Construction of pKEK71 and pETR5 has been previously described (10, 22). Plasmid pKEK71-NotI is a pKEK71 derivative that contains a NotI adapter in BamHI within the tetracycline resistance gene. A 1.8-kbp BglII-PvuI fragment from pETR5 (encoding lppP lacPO→ompA2::SREHP-12::ctxB) was blunt end ligated into the BamHI site of pKEK71-NotI (replacing the NotI adapter), creating plasmid pTIC5. The lppP lacPO→ompA2::SREHP-12::ctxB fragment is identical to that inserted as a single copy into the lacZ gene of Peru2 to create vaccine strain ETR3 (22).
Quantitation of in vitro expression of SREHP-12–CtxB.

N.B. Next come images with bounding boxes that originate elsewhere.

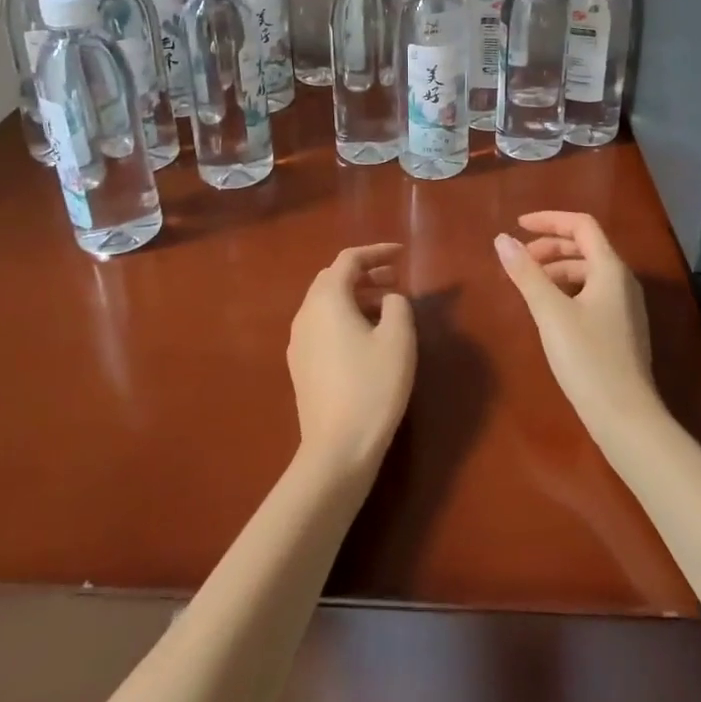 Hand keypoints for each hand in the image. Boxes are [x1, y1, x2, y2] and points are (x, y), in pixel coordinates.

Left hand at [287, 243, 416, 479]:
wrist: (337, 449)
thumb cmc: (372, 387)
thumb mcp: (399, 339)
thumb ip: (398, 305)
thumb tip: (389, 299)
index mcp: (327, 300)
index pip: (348, 260)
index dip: (376, 252)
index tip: (401, 254)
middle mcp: (306, 314)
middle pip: (333, 279)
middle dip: (364, 273)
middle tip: (395, 279)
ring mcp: (299, 342)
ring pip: (326, 303)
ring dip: (355, 296)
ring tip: (386, 307)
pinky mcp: (300, 366)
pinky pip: (322, 325)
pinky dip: (344, 317)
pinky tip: (366, 337)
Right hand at [494, 212, 659, 440]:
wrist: (626, 418)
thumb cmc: (588, 359)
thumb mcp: (551, 313)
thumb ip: (526, 273)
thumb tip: (502, 239)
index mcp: (610, 269)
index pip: (582, 225)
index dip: (549, 220)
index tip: (518, 226)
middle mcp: (622, 281)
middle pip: (585, 246)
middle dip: (550, 246)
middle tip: (519, 259)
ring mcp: (624, 306)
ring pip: (587, 272)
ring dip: (556, 269)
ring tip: (528, 284)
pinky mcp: (620, 329)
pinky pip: (591, 293)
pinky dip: (566, 290)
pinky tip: (548, 310) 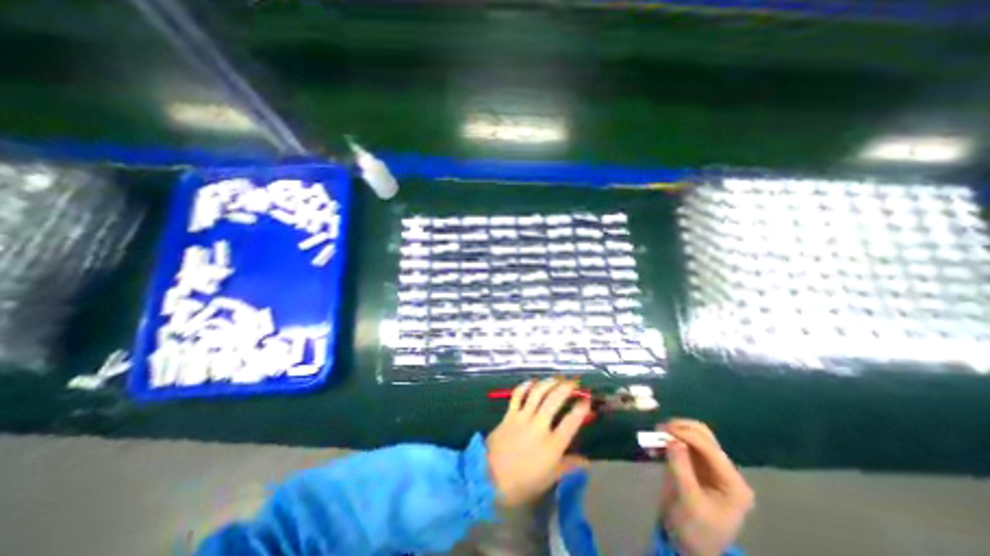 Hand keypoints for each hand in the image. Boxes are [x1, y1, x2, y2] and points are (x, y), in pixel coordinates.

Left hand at [487, 381, 589, 504]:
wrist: (490, 477)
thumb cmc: (523, 482)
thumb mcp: (549, 478)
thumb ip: (568, 466)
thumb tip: (586, 461)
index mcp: (552, 444)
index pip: (571, 421)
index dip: (581, 408)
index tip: (586, 399)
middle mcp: (539, 426)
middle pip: (555, 400)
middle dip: (566, 388)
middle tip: (573, 382)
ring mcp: (523, 417)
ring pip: (537, 392)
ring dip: (549, 382)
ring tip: (557, 378)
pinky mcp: (510, 414)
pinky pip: (518, 394)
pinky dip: (526, 385)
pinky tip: (533, 381)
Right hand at [661, 419, 754, 553]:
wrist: (689, 548)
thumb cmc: (695, 531)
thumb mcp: (689, 502)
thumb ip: (681, 468)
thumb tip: (672, 439)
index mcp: (732, 483)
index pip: (710, 448)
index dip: (687, 434)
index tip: (664, 429)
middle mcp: (723, 470)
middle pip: (704, 436)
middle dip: (681, 429)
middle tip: (659, 429)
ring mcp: (708, 466)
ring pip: (692, 436)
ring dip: (673, 432)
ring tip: (655, 435)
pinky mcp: (693, 465)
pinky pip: (681, 444)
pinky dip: (667, 440)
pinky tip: (654, 445) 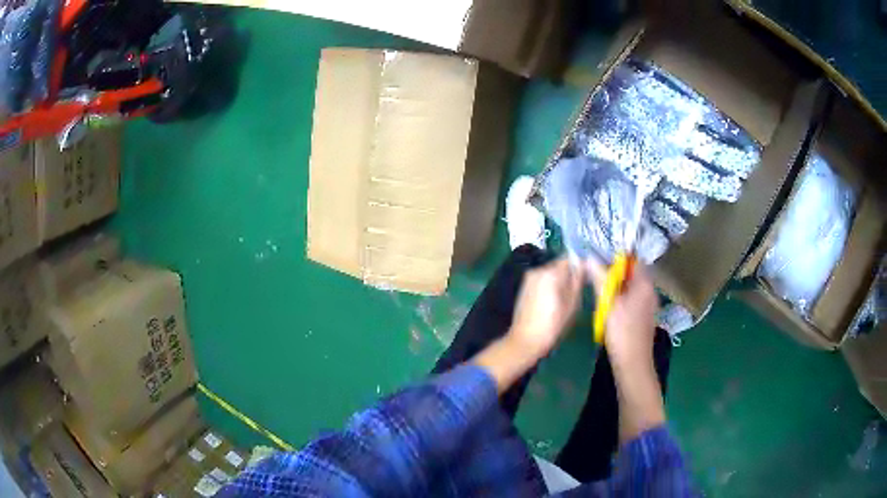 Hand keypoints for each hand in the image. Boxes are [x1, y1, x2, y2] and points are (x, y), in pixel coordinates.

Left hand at [508, 258, 584, 359]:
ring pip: (550, 274)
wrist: (525, 340)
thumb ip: (577, 281)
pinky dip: (549, 287)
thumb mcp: (572, 304)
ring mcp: (528, 279)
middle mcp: (537, 270)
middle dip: (568, 275)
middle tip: (576, 292)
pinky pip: (542, 281)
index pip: (569, 259)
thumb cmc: (553, 325)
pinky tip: (553, 303)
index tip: (586, 278)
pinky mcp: (524, 288)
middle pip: (559, 266)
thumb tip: (583, 264)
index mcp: (550, 272)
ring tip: (565, 300)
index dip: (579, 266)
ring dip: (559, 282)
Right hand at [587, 258, 664, 441]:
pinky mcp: (644, 318)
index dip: (618, 258)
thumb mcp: (608, 303)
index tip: (601, 261)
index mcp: (645, 285)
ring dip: (617, 287)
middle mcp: (650, 292)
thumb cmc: (622, 331)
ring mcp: (648, 306)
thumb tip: (590, 258)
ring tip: (600, 293)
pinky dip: (621, 300)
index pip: (634, 261)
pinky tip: (609, 309)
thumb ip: (600, 279)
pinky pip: (633, 301)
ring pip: (632, 289)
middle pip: (633, 274)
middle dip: (615, 274)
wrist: (633, 363)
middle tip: (596, 277) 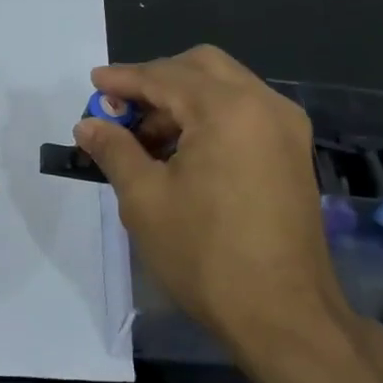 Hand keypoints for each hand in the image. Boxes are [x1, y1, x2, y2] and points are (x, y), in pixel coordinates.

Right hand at [74, 46, 356, 376]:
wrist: (283, 314)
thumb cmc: (205, 256)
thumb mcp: (145, 200)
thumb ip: (115, 151)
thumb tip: (88, 125)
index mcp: (228, 109)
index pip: (165, 76)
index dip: (124, 79)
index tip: (94, 84)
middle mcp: (264, 104)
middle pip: (201, 67)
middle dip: (157, 81)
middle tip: (121, 110)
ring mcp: (286, 128)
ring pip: (226, 87)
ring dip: (183, 100)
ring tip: (146, 139)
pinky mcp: (293, 152)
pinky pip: (245, 113)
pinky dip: (210, 117)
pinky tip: (183, 151)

Overnight cultures of Peru2ΔglnA(pTIC5) and ETR3 grown in LB and M9 minimal media were divided into supernatant, periplasmic, enriched outer-membrane, and whole-cell fractions as previously described (3, 6, 7). In vitro expression of SREHP-12–CtxB was assayed in a quantitative enzyme-linked immunosorbent assay for CtxB (22, 23). Briefly, serial dilutions of cellular fractions in phosphate-buffered saline–0.05% Tween 20 (PBS-T; Sigma) were applied to 96-well microtiter plates previously coated with type III ganglioside (Sigma). Detection of CtxB was performed by using a 1:2,000 dilution of goat anti-CtxB antibody (List Biological Laboratories, Inc., Campbell, Calif.) in PBS-T, followed by a 1:2,000 dilution of rabbit anti-goat immunoglobulin G (IgG)-horseradish peroxidase conjugate (Southern Biotechnology Associates, Inc., Birmingham, Ala.). Plates were developed with a 1-mg/ml solution of 2,2-azinobis(3-ethylbenzthiazolenesulfonic acid) (ABTS; Sigma) with 0.1% H2O2, and the optical density at 405 nm (OD405) was read in a Vmax microplate reader (Molecular Devices Corp., Sunnyvale, Calif.). Measured optical densities were compared to a standard curve provided by dilutions of purified CtxB (List).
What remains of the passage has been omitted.